Date of Degree

10-2014

Document Type

Dissertation

Degree Name

Ph.D.

Program

Economics

Advisor(s)

Wim P. Vijverberg

Subject Categories

Economics

Abstract

This thesis proposal consists of three essays on the estimation methods and applications of spatial econometric models and one essay on the generalized autoregressive conditionally heteroskedastic (GARCH)-type models in financial time series. The first essay discusses the heteroskedasticity robust generalized method of moments estimator (RGMME) for the spatial models that allow for spatial dependence in both the dependent variable and the disturbance term (SARAR(1,1)). First, we show that the maximum likelihood estimator (MLE) is generally inconsistent in the presence of unknown heteroskedasticity. Then, we extend robust GMM approach in Lin and Lee (2010) to SARAR(1,1). The large sample properties are rigorously studied and presented for the RGMME. Through a comprehensive Monte Carlo study, we compare the finite sample properties of the RGMME with some other estimators proposed in the literature.

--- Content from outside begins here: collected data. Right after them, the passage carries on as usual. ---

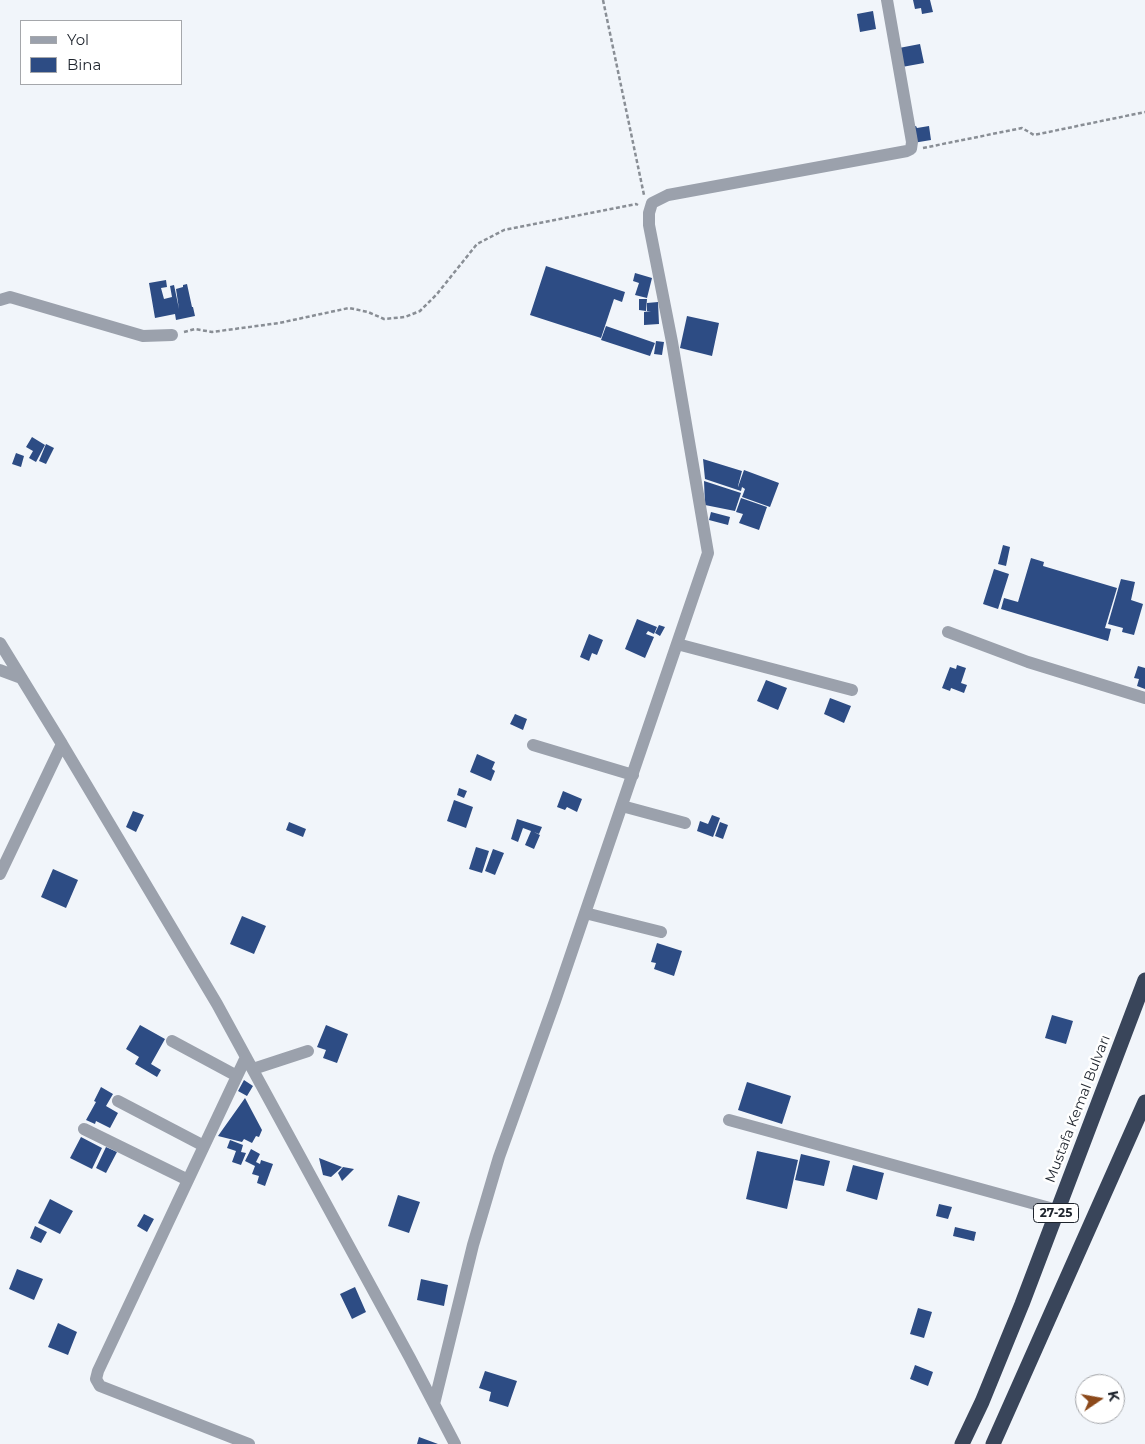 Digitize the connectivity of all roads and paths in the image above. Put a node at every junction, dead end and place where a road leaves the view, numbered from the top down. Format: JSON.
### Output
{"nodes":[{"id":1,"x":603,"y":0,"type":"edge"},
{"id":2,"x":887,"y":0,"type":"edge"},
{"id":3,"x":1145,"y":112,"type":"edge"},
{"id":4,"x":907,"y":151,"type":"junction"},
{"id":5,"x":649,"y":214,"type":"junction"},
{"id":6,"x":0,"y":300,"type":"edge"},
{"id":7,"x":172,"y":336,"type":"joint"},
{"id":8,"x":948,"y":632,"type":"dead end"},
{"id":9,"x":0,"y":642,"type":"edge"},
{"id":10,"x":677,"y":644,"type":"junction"},
{"id":11,"x":0,"y":670,"type":"edge"},
{"id":12,"x":21,"y":678,"type":"junction"},
{"id":13,"x":852,"y":690,"type":"dead end"},
{"id":14,"x":1145,"y":698,"type":"edge"},
{"id":15,"x":62,"y":744,"type":"junction"},
{"id":16,"x":533,"y":745,"type":"dead end"},
{"id":17,"x":633,"y":775,"type":"junction"},
{"id":18,"x":622,"y":806,"type":"junction"},
{"id":19,"x":685,"y":823,"type":"dead end"},
{"id":20,"x":0,"y":874,"type":"edge"},
{"id":21,"x":585,"y":913,"type":"junction"},
{"id":22,"x":661,"y":932,"type":"dead end"},
{"id":23,"x":1145,"y":980,"type":"edge"},
{"id":24,"x":172,"y":1041,"type":"dead end"},
{"id":25,"x":308,"y":1051,"type":"dead end"},
{"id":26,"x":246,"y":1057,"type":"junction"},
{"id":27,"x":253,"y":1069,"type":"junction"},
{"id":28,"x":237,"y":1076,"type":"junction"},
{"id":29,"x":118,"y":1101,"type":"dead end"},
{"id":30,"x":1145,"y":1102,"type":"edge"},
{"id":31,"x":729,"y":1120,"type":"dead end"},
{"id":32,"x":84,"y":1128,"type":"dead end"},
{"id":33,"x":204,"y":1146,"type":"junction"},
{"id":34,"x":188,"y":1180,"type":"junction"},
{"id":35,"x":1058,"y":1210,"type":"junction"},
{"id":36,"x":434,"y":1404,"type":"junction"},
{"id":37,"x":249,"y":1444,"type":"edge"},
{"id":38,"x":455,"y":1444,"type":"edge"},
{"id":39,"x":962,"y":1444,"type":"edge"},
{"id":40,"x":992,"y":1444,"type":"edge"}],
"edges":[{"from":1,"to":5,"type":"path"},
{"from":2,"to":4,"type":"street"},
{"from":3,"to":4,"type":"path"},
{"from":4,"to":5,"type":"street"},
{"from":5,"to":7,"type":"path"},
{"from":5,"to":10,"type":"street"},
{"from":6,"to":7,"type":"street"},
{"from":8,"to":14,"type":"street"},
{"from":9,"to":12,"type":"street"},
{"from":10,"to":13,"type":"street"},
{"from":10,"to":17,"type":"street"},
{"from":11,"to":12,"type":"street"},
{"from":12,"to":15,"type":"street"},
{"from":15,"to":20,"type":"street"},
{"from":15,"to":26,"type":"street"},
{"from":16,"to":17,"type":"street"},
{"from":17,"to":18,"type":"street"},
{"from":18,"to":19,"type":"street"},
{"from":18,"to":21,"type":"street"},
{"from":21,"to":22,"type":"street"},
{"from":21,"to":36,"type":"street"},
{"from":23,"to":35,"type":"highway","name":"Mustafa Kemal Bulvarı","number":"27-25"},
{"from":24,"to":28,"type":"street"},
{"from":25,"to":27,"type":"street"},
{"from":26,"to":27,"type":"street"},
{"from":26,"to":28,"type":"street"},
{"from":27,"to":36,"type":"street"},
{"from":28,"to":33,"type":"street"},
{"from":29,"to":33,"type":"street"},
{"from":30,"to":40,"type":"highway","number":"27-25"},
{"from":31,"to":35,"type":"street"},
{"from":32,"to":34,"type":"street"},
{"from":33,"to":34,"type":"street"},
{"from":34,"to":37,"type":"street"},
{"from":35,"to":39,"type":"highway","name":"Mustafa Kemal Bulvarı","number":"27-25"},
{"from":36,"to":38,"type":"street"}]}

The second essay focuses on the GMM estimation of the spatial autoregressive models which impose a moving average process for the disturbance term (SARMA). We extend the best GMM estimator (BGMME) of Liu et al. (2010) to the SARMA models and provide the best set of instruments for the SARMA(1,1) and the SARMA(0,1) specifications. The large sample properties are rigorously studied and presented for the BGMME. The finite sample properties are investigated through an extensive Monte Carlo study. To confirm our results from the Monte Carlo study, we replicate the results for the SARMA(1,1) specification in Behrens et al. (2012) in an empirical illustration.

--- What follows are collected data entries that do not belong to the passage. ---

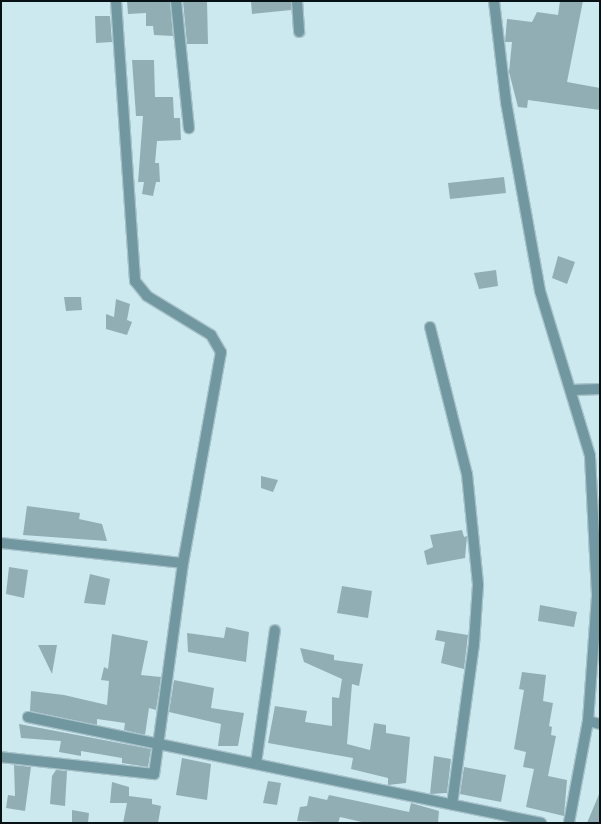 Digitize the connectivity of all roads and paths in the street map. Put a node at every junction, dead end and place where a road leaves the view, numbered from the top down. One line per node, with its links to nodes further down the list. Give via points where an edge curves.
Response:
1 (116, 1): 12 (street, via 135,281 147,296 211,335 222,352)
2 (176, 1): 6 (street)
3 (297, 1): 5 (street)
4 (494, 1): 9 (street, via 506,102 540,291)
5 (299, 32)
6 (189, 128)
7 (430, 327): 21 (street, via 467,474 478,585 474,644)
8 (600, 389): 9 (street)
9 (572, 390): 10 (street, via 590,456)
10 (597, 502): 13 (street)
11 (1, 543): 12 (street)
12 (183, 563): 18 (street)
13 (598, 596): 16 (street)
14 (275, 630): 20 (street)
15 (28, 717): 18 (street)
16 (588, 721): 17 (street); 23 (street)
17 (600, 724)
18 (158, 742): 19 (street, via 157,769 152,776); 20 (street)
19 (1, 757)
20 (256, 762): 21 (street)
21 (452, 804): 22 (street)
22 (542, 823)
23 (570, 823) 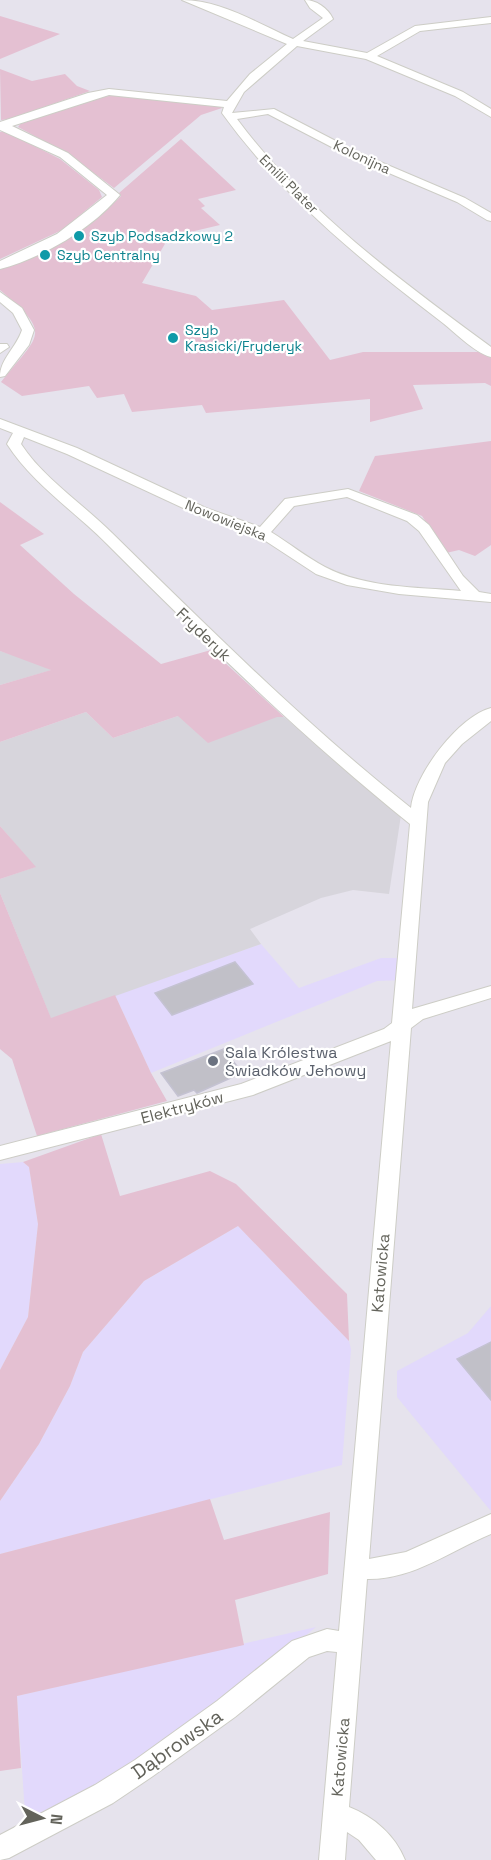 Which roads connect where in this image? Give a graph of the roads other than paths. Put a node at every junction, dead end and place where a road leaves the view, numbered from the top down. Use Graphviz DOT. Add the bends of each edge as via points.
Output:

The third essay investigates the effect of foreign direct investment (FDI) on economic growth through a spatially augmented Solow growth model. The current literature on the relationship between FDI and economic growth uses canonical cross-country growth regression specifications that are derived from the textbook Solow growth model for closed economies. We claim that these specifications cannot reflect the relationship between economic growth and FDI, because they model each country as an isolated island that does not interact with the rest of the world. On the other hand, a spatially augmented Solow growth model allows

for technological interdependence among countries through spatial externalities. The

modified growth model yields regression specifications that properly account for spatial autocorrelations. We construct a panel of 85 countries for the period 1980-2010 and estimate the modified specifications with the tools from spatial econometrics. Our findings indicate that FDI inflows have a significant positive effect on the growth rate of host countries.

The final essay proposes a flexible distribution for the maximum likelihood estimation

of the GARCH-type time series models. The new distribution can better account for the potential skewness and leptokurticity in the driving noise sequence. We study the large sample properties of the new estimator following the methodology presented in Francq and Zakoïan (2004). To investigate the finite sample properties of the new estimator, we first conduct a Monte Carlo study. Furthermore, to test the relative out-of-sample predictive power of the new estimator, we test for its prediction power on two data sets using the methods described in White (2000) and Hansen et al. (2003).